Search the whole station

# 强化学习考试代考 ELEN E6885代写 Midterm Exam代写

80

## ELEN E6885: Introduction to Reinforcement Learning

### Problem 1 (20 Points, 2 Points each)

True or False. No explanation is needed.

1. Reinforcement learning uses the formal framework of Markov decision processes (MDP) to define the interaction between a learning agent and its environment in terms of states, actions and rewards.

2. MDP instances with small discount factors tend to emphasize near-term rewards.

3. If the only difference between two MDPs is the value of discount factor γ, then they must have the same optimal policy.

4. Both ϵ-greedy policy and Softmax policy will balance between exploration and exploitation.

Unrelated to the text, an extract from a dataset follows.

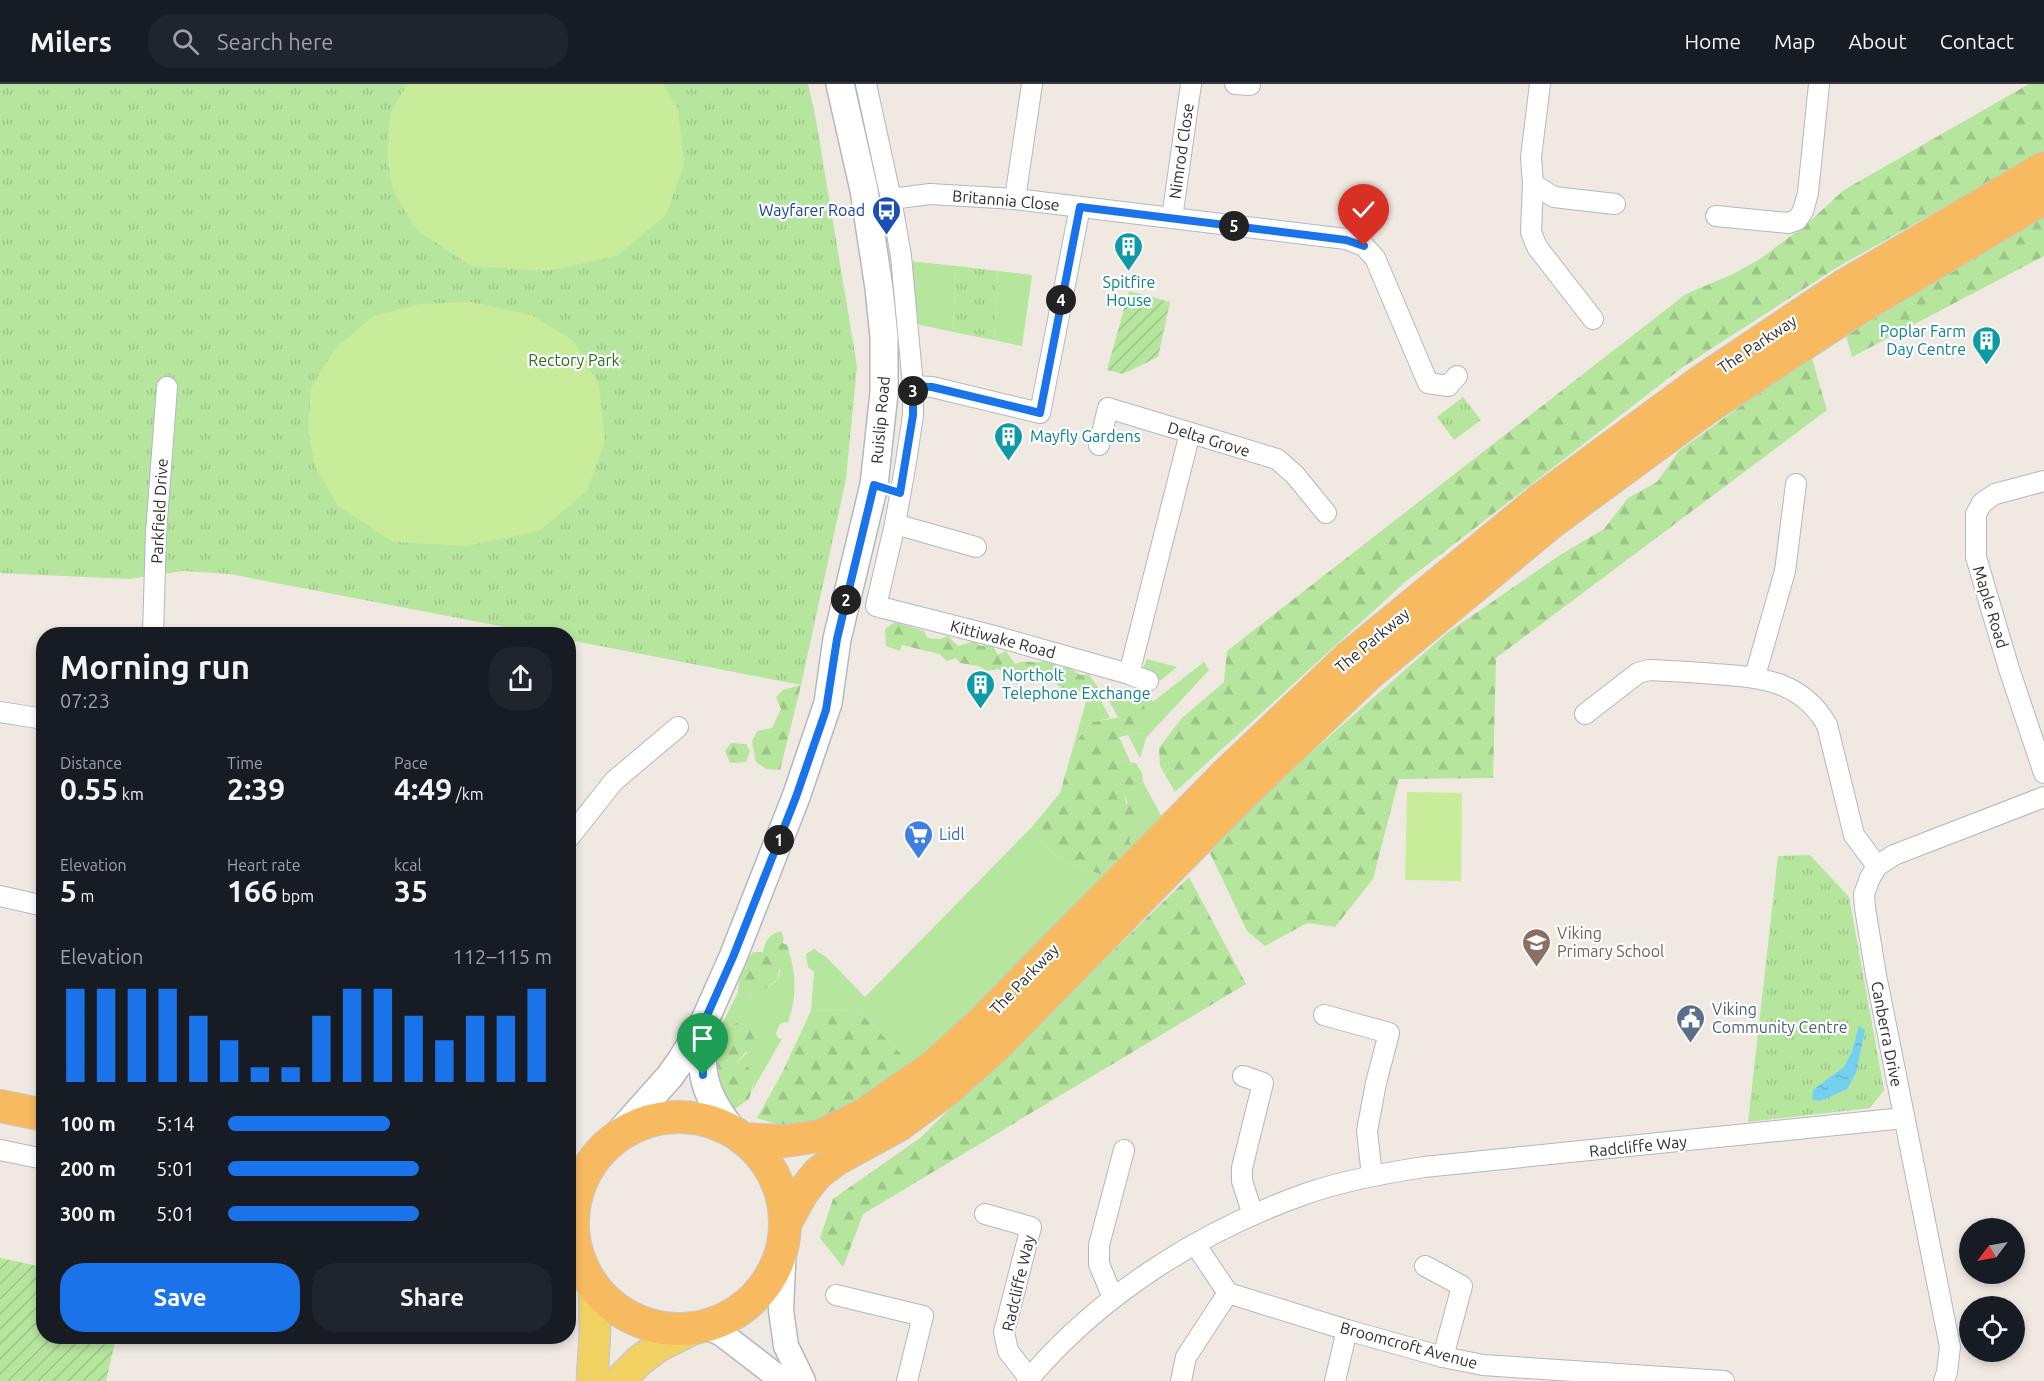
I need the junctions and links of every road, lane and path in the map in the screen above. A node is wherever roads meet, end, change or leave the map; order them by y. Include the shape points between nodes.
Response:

5. Every finite MDP with bounded rewards and discount factor γ [0, 1) has a unique optimal policy.

6. In practice, both policy iteration and value iteration are widely used, and it is not clear which, if either, is better in general.

7. Generalized policy iteration (GPI) is a term used to refer to the general idea of letting policy-evaluation and policy improvement processes interact, independent of the granularity and other details of the two processes.

8. Sarsa converges with probability 1 to an optimal policy and action-value function as long as all state–action pairs are visited an infinite number of times and the policy converges in the limit to the greedy policy.

9. In partially observable Markov decision process (POMDP), it is likely that an agent cannot identify its current state. So the best choice is to maintain a probability distribution over the states and actions. and then updates this probability distribution based on its real-time observations.

10. Many off-policy methods utilize importance sampling, a general technique for estimating expected values under one distribution given samples from another.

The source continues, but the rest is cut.